Template/Table or Macro based management of SNMP switch interfaces

Started by kghammond, February 04, 2008, 11:12:37 PM

Previous topic - Next topic

kghammond

We would like the ability to monitor  Switch ports in more depth.  Below I listed a group of OID's that we would like to monitor for threshold alerts.  Most of these would need some form of a template, macro or table based ability to manage SNMP interfaces.  I know you have talked about adding table support.  I don't know exactly what that means, but we would like to be able to customize the OID's that require an interface to include some or all of the below and to be able to easily customize a threshold for these.  For instance most of the error and collisions OID's we would want an alert if they increment at all.

So on a 24 port switch, if say only 16 ports are active at the time, it could monitor those 16 ports for any increase in the appropriate OID's from below.  Now another interesting thought, is do you dynamically or statically define which interfaces you monitor?  You could dynamically gather the "up" interfaces and apply these to that by default and then override that setting with any specific entries.  Then you could maybe monitor the whole array of interfaces and alert separately whenever an interface goes up or down.  In our particular case, we are talking about switches full of server ports, some of them teamed and some on LAG groups.  So we in particular went 0 errors and no interfaces should be going up or down unless we are rebooting or doing maintenance on a server.
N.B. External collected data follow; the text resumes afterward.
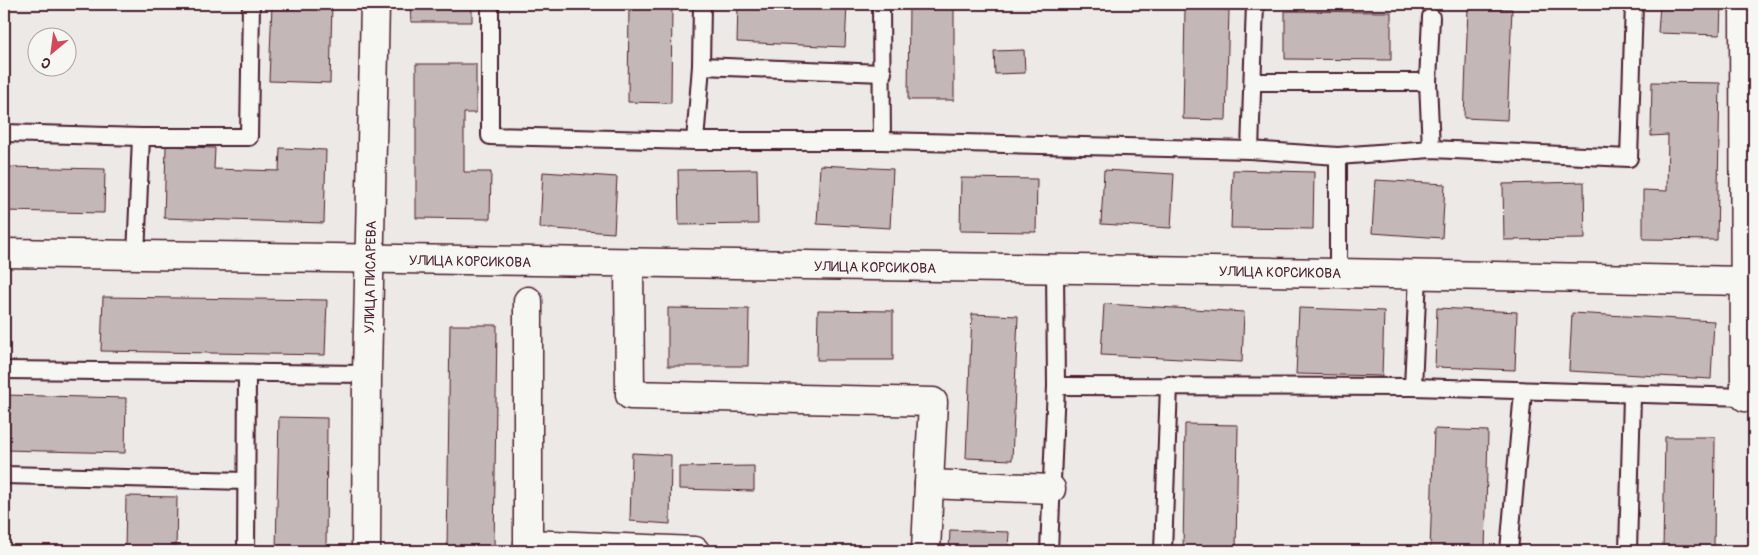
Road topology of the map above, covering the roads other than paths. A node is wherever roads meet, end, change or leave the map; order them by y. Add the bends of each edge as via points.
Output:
1 (251, 4) edge
2 (375, 4) edge
3 (490, 4) edge
4 (881, 4) edge
5 (1255, 4) edge
6 (1634, 4) edge
7 (1744, 4) edge
8 (702, 5) dead end
9 (1431, 17) dead end
10 (700, 66) junction
11 (883, 73) junction
12 (1253, 82) junction
13 (1428, 82) junction
14 (4, 133) edge
15 (141, 137) junction
16 (695, 141) junction
17 (882, 141) junction
18 (1431, 149) junction
19 (1250, 150) junction
20 (1338, 156) junction
21 (4, 253) edge
22 (136, 256) junction
23 (370, 258) junction
24 (629, 263) junction
25 (1055, 269) junction
26 (1338, 273) junction
27 (1418, 276) junction
28 (1746, 281) junction
29 (528, 302) dead end
30 (4, 370) edge
31 (246, 373) junction
32 (367, 374) junction
33 (1169, 385) junction
34 (1056, 386) junction
35 (1413, 387) junction
36 (1523, 392) junction
37 (1632, 395) junction
38 (1750, 397) edge
39 (4, 475) edge
40 (246, 480) junction
41 (930, 484) junction
42 (1051, 489) junction
43 (528, 547) edge
44 (246, 551) edge
45 (366, 551) edge
46 (695, 551) edge
47 (926, 551) edge
48 (1049, 551) edge
49 (1163, 551) edge
50 (1509, 551) edge
51 (1628, 551) edge

1 - 15 lane via 249,137
2 - 23 street, УЛИЦА ПИСАРЕВА
3 - 16 lane via 490,136
4 - 11 lane
5 - 12 lane
6 - 18 lane via 1629,158
7 - 28 street
8 - 10 lane
9 - 13 lane
10 - 11 lane
10 - 16 lane
11 - 17 lane
12 - 13 lane
12 - 19 lane
13 - 18 lane
14 - 15 lane
15 - 22 lane
16 - 17 lane
17 - 19 lane
18 - 20 lane
19 - 20 lane
20 - 26 lane
21 - 22 street, УЛИЦА КОРСИКОВА
22 - 23 street, УЛИЦА КОРСИКОВА
23 - 24 street, УЛИЦА КОРСИКОВА
23 - 32 street, УЛИЦА ПИСАРЕВА
24 - 25 street, УЛИЦА КОРСИКОВА
24 - 41 street via 630,396 933,402
25 - 26 street, УЛИЦА КОРСИКОВА
25 - 34 lane
26 - 27 street, УЛИЦА КОРСИКОВА
27 - 28 street, УЛИЦА КОРСИКОВА
27 - 35 lane
28 - 38 street
29 - 43 street
30 - 31 lane
31 - 32 lane
31 - 40 lane
32 - 45 street, УЛИЦА ПИСАРЕВА
33 - 34 lane
33 - 35 lane
33 - 49 lane
34 - 42 lane
35 - 36 lane
36 - 37 lane
36 - 50 lane
37 - 38 lane
37 - 51 lane
39 - 40 lane
40 - 44 lane
41 - 42 street
41 - 47 street
42 - 48 lane
43 - 46 street

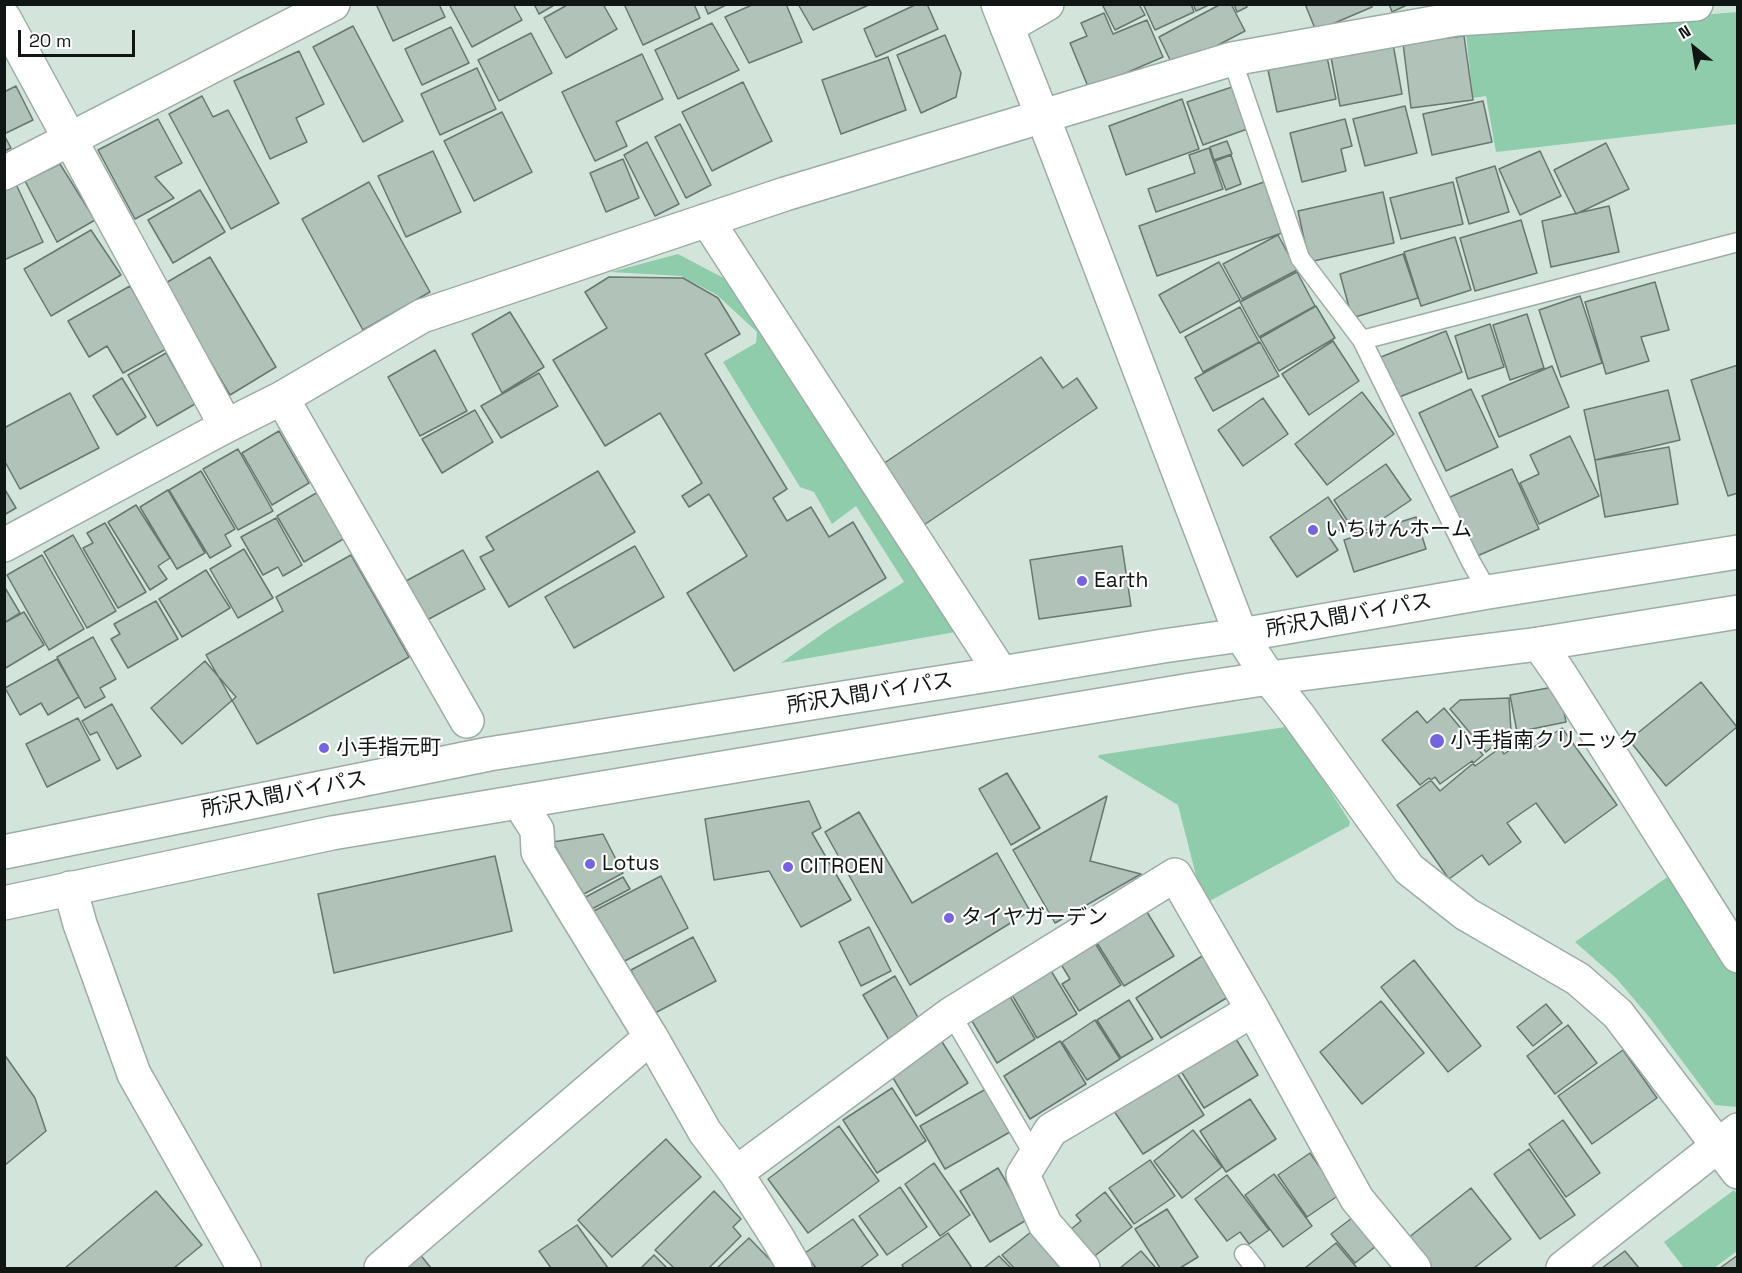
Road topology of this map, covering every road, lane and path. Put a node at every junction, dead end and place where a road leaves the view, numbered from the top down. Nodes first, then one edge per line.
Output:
1 (333, 4) edge
2 (1047, 4) edge
3 (1696, 4) edge
4 (1002, 16) edge
5 (4, 18) edge
6 (1232, 59) junction
7 (1043, 117) junction
8 (71, 138) junction
9 (4, 172) edge
10 (707, 220) junction
11 (1737, 242) edge
12 (1362, 340) junction
13 (282, 398) junction
14 (226, 426) junction
15 (4, 545) edge
16 (1737, 552) edge
17 (1488, 592) junction
18 (1737, 612) edge
19 (1241, 635) junction
20 (1539, 644) junction
21 (1001, 673) junction
22 (1269, 678) junction
23 (467, 721) dead end
24 (519, 802) junction
25 (4, 852) edge
26 (70, 888) junction
27 (4, 903) edge
28 (1737, 956) edge
29 (1253, 1010) junction
30 (951, 1014) junction
31 (651, 1037) junction
32 (1727, 1137) edge
33 (1035, 1157) junction
34 (1737, 1172) edge
35 (736, 1173) junction
36 (1244, 1254) dead end
37 (244, 1269) edge
38 (381, 1269) edge
39 (795, 1269) edge
40 (1083, 1269) edge
41 (1255, 1269) edge
42 (1414, 1269) edge
43 (1563, 1269) edge

1 - 8 main road
2 - 4 main road
3 - 6 main road
4 - 7 main road
5 - 8 main road
6 - 7 main road
6 - 12 lane
7 - 10 main road
7 - 19 main road
8 - 9 main road
8 - 14 main road
10 - 13 main road
10 - 21 main road
11 - 12 lane
12 - 17 lane
13 - 14 main road
13 - 23 main road
14 - 15 main road
16 - 17 main road, 所沢入間バイパス
17 - 19 main road, 所沢入間バイパス
18 - 20 main road
19 - 21 main road, 所沢入間バイパス
19 - 22 main road
20 - 22 main road
20 - 28 main road
21 - 25 main road, 所沢入間バイパス
22 - 24 main road
22 - 32 main road
24 - 26 main road
24 - 31 main road
26 - 27 main road
26 - 37 main road
29 - 30 main road
29 - 33 main road
29 - 42 main road
30 - 33 lane
30 - 35 main road
31 - 35 main road
31 - 38 main road
32 - 34 main road
32 - 43 main road
33 - 40 main road
35 - 39 main road
36 - 41 lane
At the same time, you could also monitor the configuration OID's to see if the speed, or duplex setting or some other setting has been changed.  That shouldn't happen, but it would be nice to know right away if somehow one of the interface had its speed setting changed.  We also noticed on one of our switches that a gigabit nic was only linked at 100Mbps.  That would be nice to have a way of detecting the currently active speed against a threshold of what it should be.

I know most of these can be done right now, but to do all of this right now, it would take somewhere in the range of 500 DCI's for a 24 port switch.

One last thought, the data retention for these would most likely be significantly different than in/out bandwidth so these system would need to easily support separate data retention rates for groups.

It almost seems like you need to build a dynamically growing table where you can assign the interface on one side and then the OID's to be applied on the other side and then checkboxes or something of what you want to monitor for each interface and then have the correct DCI parameters applied behind the scene.  You could maybe have a second tab that is a configuration tab, where you could then select multiple interfaces/OID's and apply common DCI parameters to them...

Just some thoughts.

   .1.3.6.1.2.1.10.7.2.1.2  AlignmentErrors
   .1.3.6.1.2.1.10.7.2.1.3  FCSErrors
   .1.3.6.1.2.1.10.7.2.1.4  SingleCollisions
   .1.3.6.1.2.1.10.7.2.1.5  MultipeCollisions
   .1.3.6.1.2.1.10.7.2.1.6  SQETestErrorrs
   .1.3.6.1.2.1.10.7.2.1.7  DeferredTransmissions
   .1.3.6.1.2.1.10.7.2.1.8  LateCollisions
   .1.3.6.1.2.1.10.7.2.1.9  ExcessiveCollisions
   .1.3.6.1.2.1.10.7.2.1.10 InternalMacTransmitErrors
   .1.3.6.1.2.1.10.7.2.1.11 CarrierSenseErrors
   .1.3.6.1.2.1.10.7.2.1.13 FrameTooLong
   .1.3.6.1.2.1.10.7.2.1.16 InternalMacReceiveErrors
   
   .1.3.6.1.2.1.16.1.1.1.3  DropEvents
   .1.3.6.1.2.1.16.1.1.1.8  CRCAlignErrors
   .1.3.6.1.2.1.16.1.1.1.9  undersize Packets
   .1.3.6.1.2.1.16.1.1.1.10 oversize Packets
   .1.3.6.1.2.1.16.1.1.1.11 Fragments
   .1.3.6.1.2.1.16.1.1.1.12 Jabbers
   .1.3.6.1.2.1.16.1.1.1.13 Collisions
   
   .1.3.6.1.2.1.31.1.1.1.15  Inteface Speed (1000, 1000, 10)
   .1.3.6.1.4.1.674.10895.4.1.2.1.1.8 Current Duplex Status(Might be an integer)

kghammond

In addition to the above, bandwidth utilization per port would be cool as well:

(IfInOctets+IfOutOctets)*8*100/ time*IfSpeed IfSpeed is an estimate of the current bandwidth in bits per second. IfSpeed = 1.3.6.1.2.1.2.2.1.5

Kevin

Victor Kirhenshtein

Currently, the only thing you can easily monitor is interface up/down. System detect all interface state changes and send predefined events: SYS_IF_DOWN and SYS_IF_UP. You can filter and process these events in event processing policy, so you will need to configure only a few rules in EPP.